Written by Mark Roth, Pittsburgh Post-Gazette

“If I don’t seem as depressed or morose as I should be, sorry to disappoint you.”

andy Pausch set the tone early on yesterday at his farewell lecture at Carnegie Mellon University.

“If I don’t seem as depressed or morose as I should be, sorry to disappoint you,” said Dr. Pausch, a 46-year-old computer science professor who has incurable pancreatic cancer.

It’s not that he’s in denial about the fact that he only has months to live, he told the 400 listeners packed into McConomy Auditorium on the campus, and the hundreds more listening to a live Web cast.

It’s more that “I am in phenomenally good health right now; it’s the greatest cognitive dissonance you will ever see — the fact is, I’m in better shape than most of you,” he said.

And then, to the appreciative laughs and applause of his audience, Dr.

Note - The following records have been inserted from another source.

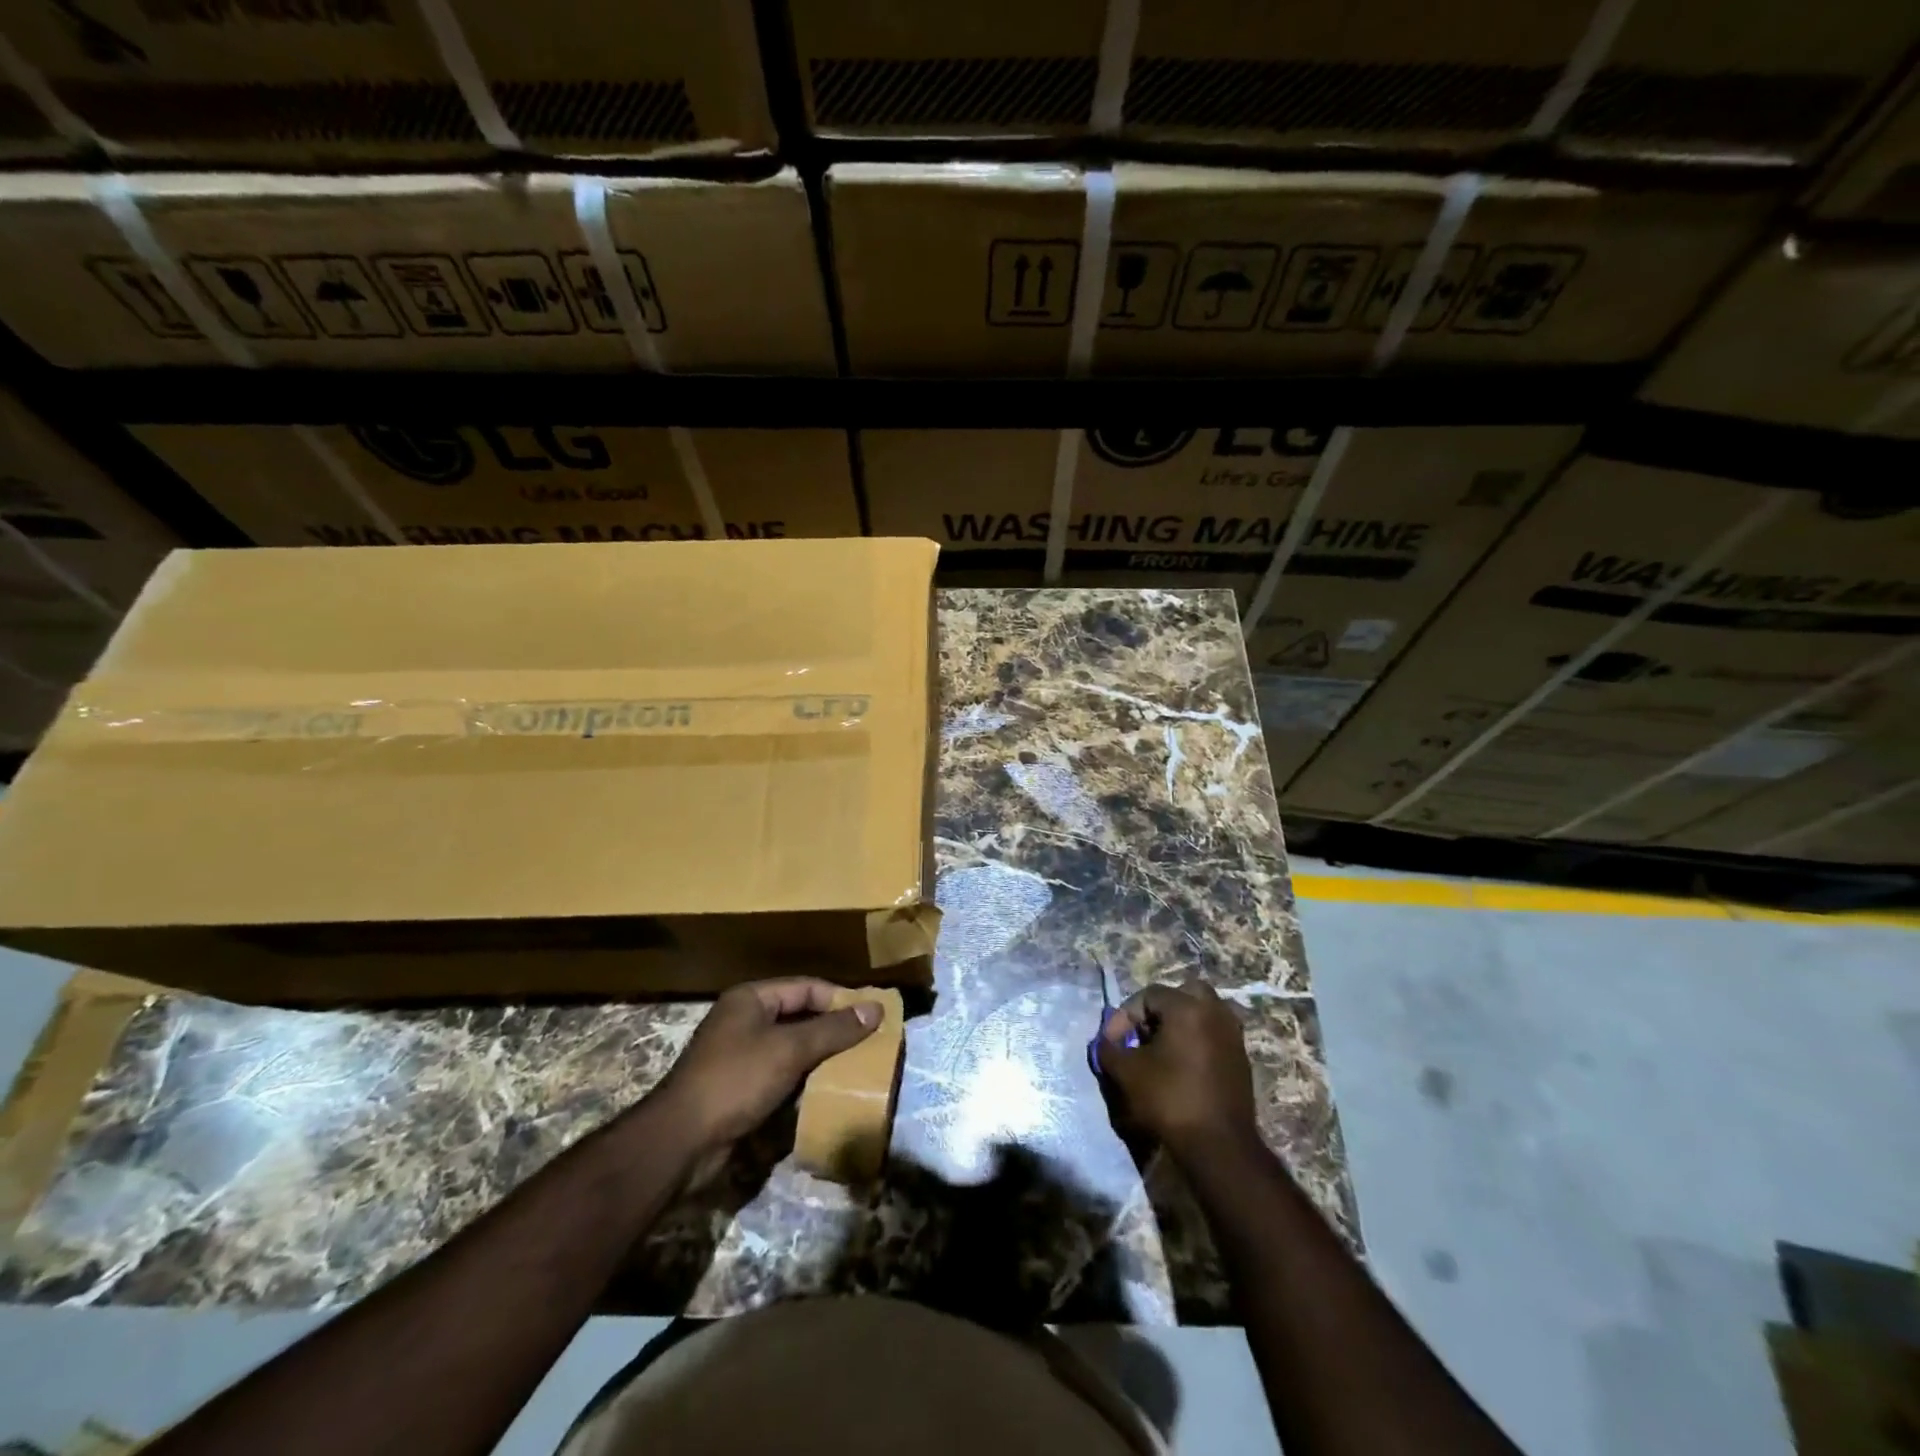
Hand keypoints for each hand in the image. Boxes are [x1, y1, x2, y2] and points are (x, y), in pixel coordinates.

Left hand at [654, 979, 878, 1154]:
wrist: (680, 1142)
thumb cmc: (736, 1080)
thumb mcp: (790, 1049)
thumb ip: (834, 1029)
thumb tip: (877, 1008)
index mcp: (751, 999)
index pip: (806, 987)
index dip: (840, 999)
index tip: (872, 1017)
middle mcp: (744, 1021)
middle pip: (799, 1016)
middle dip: (832, 1031)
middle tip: (868, 1044)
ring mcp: (739, 1056)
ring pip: (791, 1048)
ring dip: (819, 1059)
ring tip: (853, 1069)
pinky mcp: (739, 1088)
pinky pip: (780, 1075)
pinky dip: (802, 1081)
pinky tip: (824, 1093)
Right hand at [1098, 979, 1257, 1160]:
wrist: (1219, 1146)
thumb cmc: (1170, 1099)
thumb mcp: (1127, 1072)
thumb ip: (1110, 1049)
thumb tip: (1106, 1043)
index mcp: (1188, 1007)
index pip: (1148, 995)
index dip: (1125, 1016)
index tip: (1112, 1042)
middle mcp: (1215, 1012)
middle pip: (1182, 994)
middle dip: (1158, 1011)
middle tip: (1142, 1035)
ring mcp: (1233, 1035)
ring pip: (1203, 1013)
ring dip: (1180, 1024)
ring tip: (1160, 1050)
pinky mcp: (1241, 1059)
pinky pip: (1214, 1035)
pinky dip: (1196, 1041)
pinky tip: (1181, 1066)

Pausch dropped to the stage floor and did a set of pushups.

“So anyone who wants to cry or pity me can come down here and do a few of those, and then you may pity me,” he said.

“What we’re not going to talk about today,” he continued, “is cancer, because I’ve spent a lot of time talking about that … and we’re not going to talk about things that are even more important, like my wife and [three preschool] kids, because I’m good, but I’m not good enough to talk about that without tearing up.”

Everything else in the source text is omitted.